## [Requirement]
Copy the listing exactly, please, and keep every picture out of it.
+ + + +
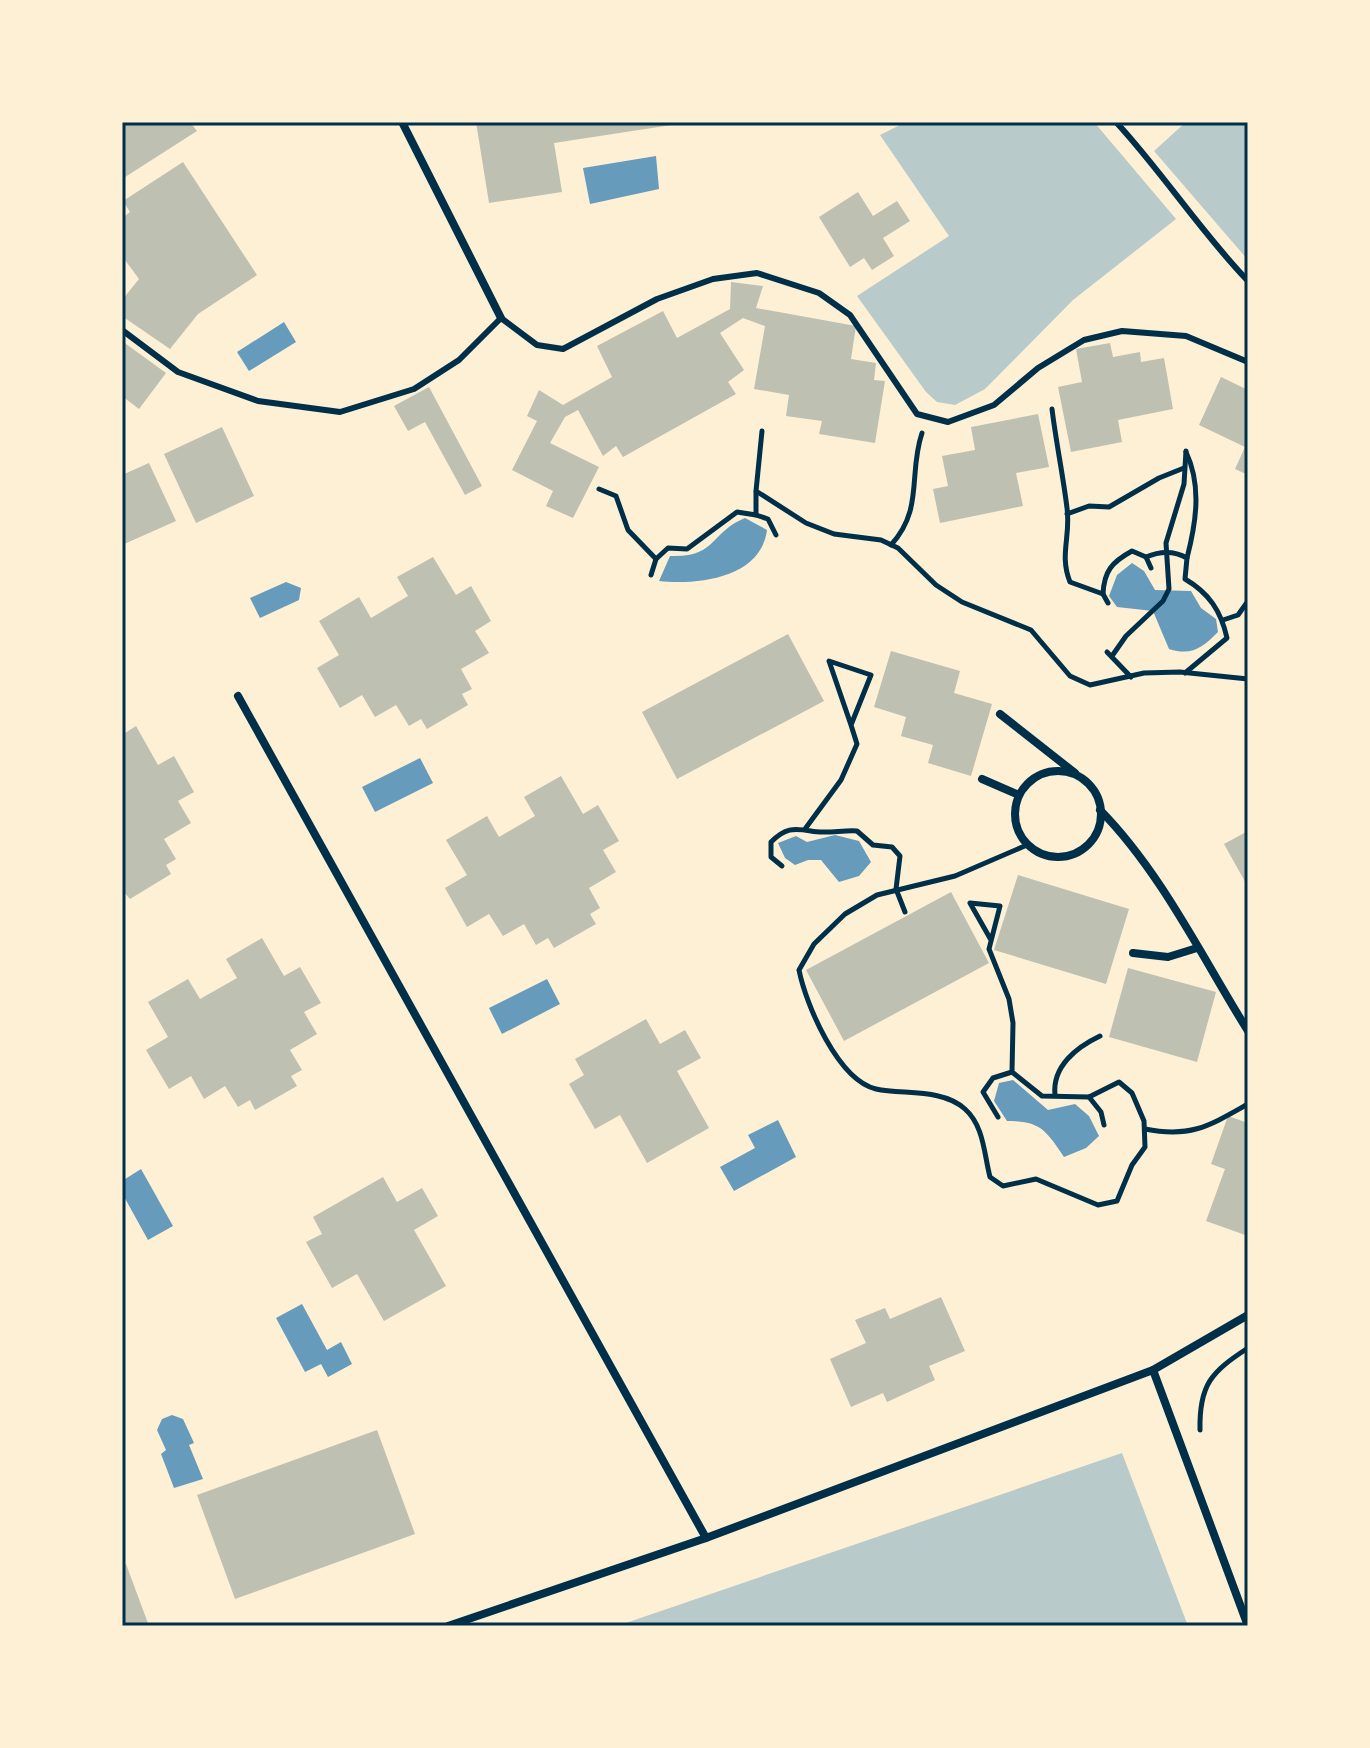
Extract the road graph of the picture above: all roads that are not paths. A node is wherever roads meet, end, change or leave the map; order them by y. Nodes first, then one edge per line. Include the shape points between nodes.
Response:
1 (402, 122) edge
2 (1116, 122) edge
3 (1248, 281) edge
4 (501, 318) junction
5 (122, 330) edge
6 (1248, 362) edge
7 (238, 696) dead end
8 (1000, 714) dead end
9 (1082, 778) junction
10 (982, 779) dead end
11 (1019, 795) junction
12 (1100, 810) junction
13 (1197, 948) junction
14 (1133, 953) dead end
15 (1248, 1031) edge
16 (1248, 1315) edge
17 (1153, 1370) junction
18 (706, 1538) junction
19 (448, 1626) edge
20 (1248, 1626) edge

1 - 4 street
2 - 3 lane via 1213,246
4 - 5 lane via 459,360 414,389 340,412 258,401 178,372
4 - 6 lane via 537,345 563,349 657,299 713,279 757,273 819,293 850,315 917,414 948,422 994,405 1038,368 1084,340 1122,331 1186,336
7 - 18 street
8 - 9 street
9 - 11 street via 1053,771 1039,775
9 - 12 street
10 - 11 street
11 - 12 street via 1015,821 1027,845 1051,857 1078,853 1097,831
12 - 13 street via 1125,835
13 - 14 street via 1168,957
13 - 15 street
16 - 17 street
17 - 18 street
17 - 20 street
18 - 19 street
+ + + +
## [Expected answer]
Extract the road graph of the picture above: all roads that are not paths. A node is wherever roads meet, end, change or leave the map; order them by y. Nodes first, then one edge per line. Include the shape points between nodes.
Response:
1 (402, 122) edge
2 (1116, 122) edge
3 (1248, 281) edge
4 (501, 318) junction
5 (122, 330) edge
6 (1248, 362) edge
7 (238, 696) dead end
8 (1000, 714) dead end
9 (1082, 778) junction
10 (982, 779) dead end
11 (1019, 795) junction
12 (1100, 810) junction
13 (1197, 948) junction
14 (1133, 953) dead end
15 (1248, 1031) edge
16 (1248, 1315) edge
17 (1153, 1370) junction
18 (706, 1538) junction
19 (448, 1626) edge
20 (1248, 1626) edge

1 - 4 street
2 - 3 lane via 1213,246
4 - 5 lane via 459,360 414,389 340,412 258,401 178,372
4 - 6 lane via 537,345 563,349 657,299 713,279 757,273 819,293 850,315 917,414 948,422 994,405 1038,368 1084,340 1122,331 1186,336
7 - 18 street
8 - 9 street
9 - 11 street via 1053,771 1039,775
9 - 12 street
10 - 11 street
11 - 12 street via 1015,821 1027,845 1051,857 1078,853 1097,831
12 - 13 street via 1125,835
13 - 14 street via 1168,957
13 - 15 street
16 - 17 street
17 - 18 street
17 - 20 street
18 - 19 street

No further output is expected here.